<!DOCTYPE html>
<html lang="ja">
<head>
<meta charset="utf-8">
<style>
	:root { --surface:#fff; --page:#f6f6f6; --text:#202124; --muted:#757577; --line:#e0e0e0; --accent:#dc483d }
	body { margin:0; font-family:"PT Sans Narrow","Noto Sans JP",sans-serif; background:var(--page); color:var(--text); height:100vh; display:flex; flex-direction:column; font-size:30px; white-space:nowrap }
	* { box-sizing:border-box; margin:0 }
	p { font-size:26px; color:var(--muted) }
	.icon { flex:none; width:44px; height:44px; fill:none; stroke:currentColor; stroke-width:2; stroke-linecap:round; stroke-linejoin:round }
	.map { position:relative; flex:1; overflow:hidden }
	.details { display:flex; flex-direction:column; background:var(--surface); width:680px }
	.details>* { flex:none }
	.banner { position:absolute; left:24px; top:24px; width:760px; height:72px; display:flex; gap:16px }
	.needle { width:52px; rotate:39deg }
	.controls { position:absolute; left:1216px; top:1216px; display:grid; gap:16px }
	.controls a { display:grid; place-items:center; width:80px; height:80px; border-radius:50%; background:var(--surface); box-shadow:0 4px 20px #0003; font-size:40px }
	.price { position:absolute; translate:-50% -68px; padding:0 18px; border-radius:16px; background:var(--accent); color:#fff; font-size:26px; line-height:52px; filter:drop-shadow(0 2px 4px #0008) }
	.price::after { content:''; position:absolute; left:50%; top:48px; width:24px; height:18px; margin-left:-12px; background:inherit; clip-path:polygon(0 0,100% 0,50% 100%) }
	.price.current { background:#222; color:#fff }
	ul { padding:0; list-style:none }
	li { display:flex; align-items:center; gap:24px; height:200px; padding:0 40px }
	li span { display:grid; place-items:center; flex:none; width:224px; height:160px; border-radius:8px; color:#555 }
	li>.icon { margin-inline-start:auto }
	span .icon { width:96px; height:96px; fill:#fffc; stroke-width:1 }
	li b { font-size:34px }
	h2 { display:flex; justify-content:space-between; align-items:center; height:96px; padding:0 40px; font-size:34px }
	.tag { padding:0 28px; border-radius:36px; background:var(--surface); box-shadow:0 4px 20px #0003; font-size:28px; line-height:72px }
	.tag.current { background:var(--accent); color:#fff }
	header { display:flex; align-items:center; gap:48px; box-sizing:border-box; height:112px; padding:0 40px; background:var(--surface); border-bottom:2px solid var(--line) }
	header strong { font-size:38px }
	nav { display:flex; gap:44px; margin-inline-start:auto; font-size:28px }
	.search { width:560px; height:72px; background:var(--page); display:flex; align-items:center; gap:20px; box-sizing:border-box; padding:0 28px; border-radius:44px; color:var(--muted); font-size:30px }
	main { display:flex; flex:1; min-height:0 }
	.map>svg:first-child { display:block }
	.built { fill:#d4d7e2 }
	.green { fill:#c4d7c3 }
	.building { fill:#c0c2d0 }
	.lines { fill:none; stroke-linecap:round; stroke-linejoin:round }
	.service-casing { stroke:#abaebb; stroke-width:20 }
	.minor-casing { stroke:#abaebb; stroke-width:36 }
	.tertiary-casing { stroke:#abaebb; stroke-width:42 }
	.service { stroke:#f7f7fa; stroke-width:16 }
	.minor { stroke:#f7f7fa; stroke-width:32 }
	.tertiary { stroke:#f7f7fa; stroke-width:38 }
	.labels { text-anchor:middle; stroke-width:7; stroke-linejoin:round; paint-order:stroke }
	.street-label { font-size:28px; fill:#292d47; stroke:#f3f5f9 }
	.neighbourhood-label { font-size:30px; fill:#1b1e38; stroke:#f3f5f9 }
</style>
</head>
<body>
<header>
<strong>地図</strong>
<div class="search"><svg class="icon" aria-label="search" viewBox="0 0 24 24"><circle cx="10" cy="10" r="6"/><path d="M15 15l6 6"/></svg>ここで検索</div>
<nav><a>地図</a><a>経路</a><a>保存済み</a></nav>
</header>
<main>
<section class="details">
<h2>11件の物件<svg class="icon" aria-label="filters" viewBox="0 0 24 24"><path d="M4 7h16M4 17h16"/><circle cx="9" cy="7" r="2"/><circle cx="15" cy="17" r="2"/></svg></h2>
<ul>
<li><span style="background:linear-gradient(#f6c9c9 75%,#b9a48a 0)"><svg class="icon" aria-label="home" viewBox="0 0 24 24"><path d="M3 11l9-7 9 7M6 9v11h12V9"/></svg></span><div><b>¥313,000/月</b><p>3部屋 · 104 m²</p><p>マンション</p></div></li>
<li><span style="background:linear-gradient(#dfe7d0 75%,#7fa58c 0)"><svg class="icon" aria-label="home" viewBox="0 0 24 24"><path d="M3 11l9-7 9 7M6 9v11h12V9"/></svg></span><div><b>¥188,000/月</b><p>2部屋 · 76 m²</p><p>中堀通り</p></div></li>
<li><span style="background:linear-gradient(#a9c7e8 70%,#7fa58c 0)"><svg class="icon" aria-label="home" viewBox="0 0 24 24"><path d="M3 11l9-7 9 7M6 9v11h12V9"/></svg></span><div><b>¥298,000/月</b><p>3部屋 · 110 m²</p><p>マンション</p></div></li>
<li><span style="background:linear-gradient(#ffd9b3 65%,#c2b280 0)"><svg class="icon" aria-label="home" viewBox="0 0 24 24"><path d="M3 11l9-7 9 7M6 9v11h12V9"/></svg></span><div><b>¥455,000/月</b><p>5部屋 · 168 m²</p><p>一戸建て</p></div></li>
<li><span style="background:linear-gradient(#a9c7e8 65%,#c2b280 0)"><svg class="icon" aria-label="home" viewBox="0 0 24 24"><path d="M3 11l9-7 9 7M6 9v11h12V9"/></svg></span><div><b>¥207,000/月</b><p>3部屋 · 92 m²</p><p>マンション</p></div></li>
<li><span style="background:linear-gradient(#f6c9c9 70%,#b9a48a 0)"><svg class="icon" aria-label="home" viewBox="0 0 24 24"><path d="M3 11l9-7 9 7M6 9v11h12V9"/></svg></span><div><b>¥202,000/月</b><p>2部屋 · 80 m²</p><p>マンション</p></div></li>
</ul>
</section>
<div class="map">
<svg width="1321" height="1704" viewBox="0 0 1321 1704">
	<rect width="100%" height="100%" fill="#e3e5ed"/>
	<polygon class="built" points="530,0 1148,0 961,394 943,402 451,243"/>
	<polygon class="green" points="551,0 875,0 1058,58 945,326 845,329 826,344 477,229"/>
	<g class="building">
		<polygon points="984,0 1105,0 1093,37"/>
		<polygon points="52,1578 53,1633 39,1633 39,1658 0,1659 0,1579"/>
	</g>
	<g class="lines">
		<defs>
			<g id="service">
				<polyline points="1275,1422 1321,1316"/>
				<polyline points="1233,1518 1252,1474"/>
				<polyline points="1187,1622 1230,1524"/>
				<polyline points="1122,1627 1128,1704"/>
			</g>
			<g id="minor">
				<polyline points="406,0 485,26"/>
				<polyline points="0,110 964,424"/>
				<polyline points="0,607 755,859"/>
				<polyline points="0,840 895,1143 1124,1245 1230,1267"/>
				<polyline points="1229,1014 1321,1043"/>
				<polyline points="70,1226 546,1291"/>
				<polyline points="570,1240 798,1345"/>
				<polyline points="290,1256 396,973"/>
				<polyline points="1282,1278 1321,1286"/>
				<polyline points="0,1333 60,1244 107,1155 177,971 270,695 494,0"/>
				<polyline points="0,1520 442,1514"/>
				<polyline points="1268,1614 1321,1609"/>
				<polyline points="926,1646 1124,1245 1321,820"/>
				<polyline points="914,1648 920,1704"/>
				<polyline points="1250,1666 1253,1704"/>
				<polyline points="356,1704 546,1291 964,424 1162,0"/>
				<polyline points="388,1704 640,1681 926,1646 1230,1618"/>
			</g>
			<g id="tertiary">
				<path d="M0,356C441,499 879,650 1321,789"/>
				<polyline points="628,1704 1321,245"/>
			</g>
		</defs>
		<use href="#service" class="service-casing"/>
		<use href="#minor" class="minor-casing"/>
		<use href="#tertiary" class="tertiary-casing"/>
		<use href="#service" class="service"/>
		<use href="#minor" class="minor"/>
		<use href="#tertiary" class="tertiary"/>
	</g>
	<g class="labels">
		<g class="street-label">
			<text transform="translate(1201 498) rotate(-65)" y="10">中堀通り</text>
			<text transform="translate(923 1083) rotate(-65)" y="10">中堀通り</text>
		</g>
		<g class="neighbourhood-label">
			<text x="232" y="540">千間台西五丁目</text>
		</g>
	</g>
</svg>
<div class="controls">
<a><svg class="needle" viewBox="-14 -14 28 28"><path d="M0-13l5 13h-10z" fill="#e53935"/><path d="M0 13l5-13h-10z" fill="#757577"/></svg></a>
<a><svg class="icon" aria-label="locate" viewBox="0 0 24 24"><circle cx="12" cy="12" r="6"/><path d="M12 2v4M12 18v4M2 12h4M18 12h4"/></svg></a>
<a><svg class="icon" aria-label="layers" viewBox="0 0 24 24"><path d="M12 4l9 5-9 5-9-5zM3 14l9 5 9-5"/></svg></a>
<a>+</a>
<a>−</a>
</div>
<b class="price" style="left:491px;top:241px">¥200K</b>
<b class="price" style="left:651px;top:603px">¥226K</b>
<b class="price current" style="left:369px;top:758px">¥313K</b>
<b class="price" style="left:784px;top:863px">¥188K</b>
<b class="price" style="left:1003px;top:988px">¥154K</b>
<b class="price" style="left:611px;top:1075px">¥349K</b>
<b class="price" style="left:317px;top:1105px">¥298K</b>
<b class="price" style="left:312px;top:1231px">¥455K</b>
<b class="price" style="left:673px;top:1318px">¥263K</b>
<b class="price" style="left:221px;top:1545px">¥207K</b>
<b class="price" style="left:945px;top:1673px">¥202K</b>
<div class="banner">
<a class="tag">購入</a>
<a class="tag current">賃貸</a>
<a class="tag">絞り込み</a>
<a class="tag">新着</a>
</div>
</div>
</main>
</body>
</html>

= = = = = = =

Look through the entries, and return every line that the word "details" appears in.

▸ **Response to this task**:
	.details { display:flex; flex-direction:column; background:var(--surface); width:680px }
	.details>* { flex:none }
<section class="details">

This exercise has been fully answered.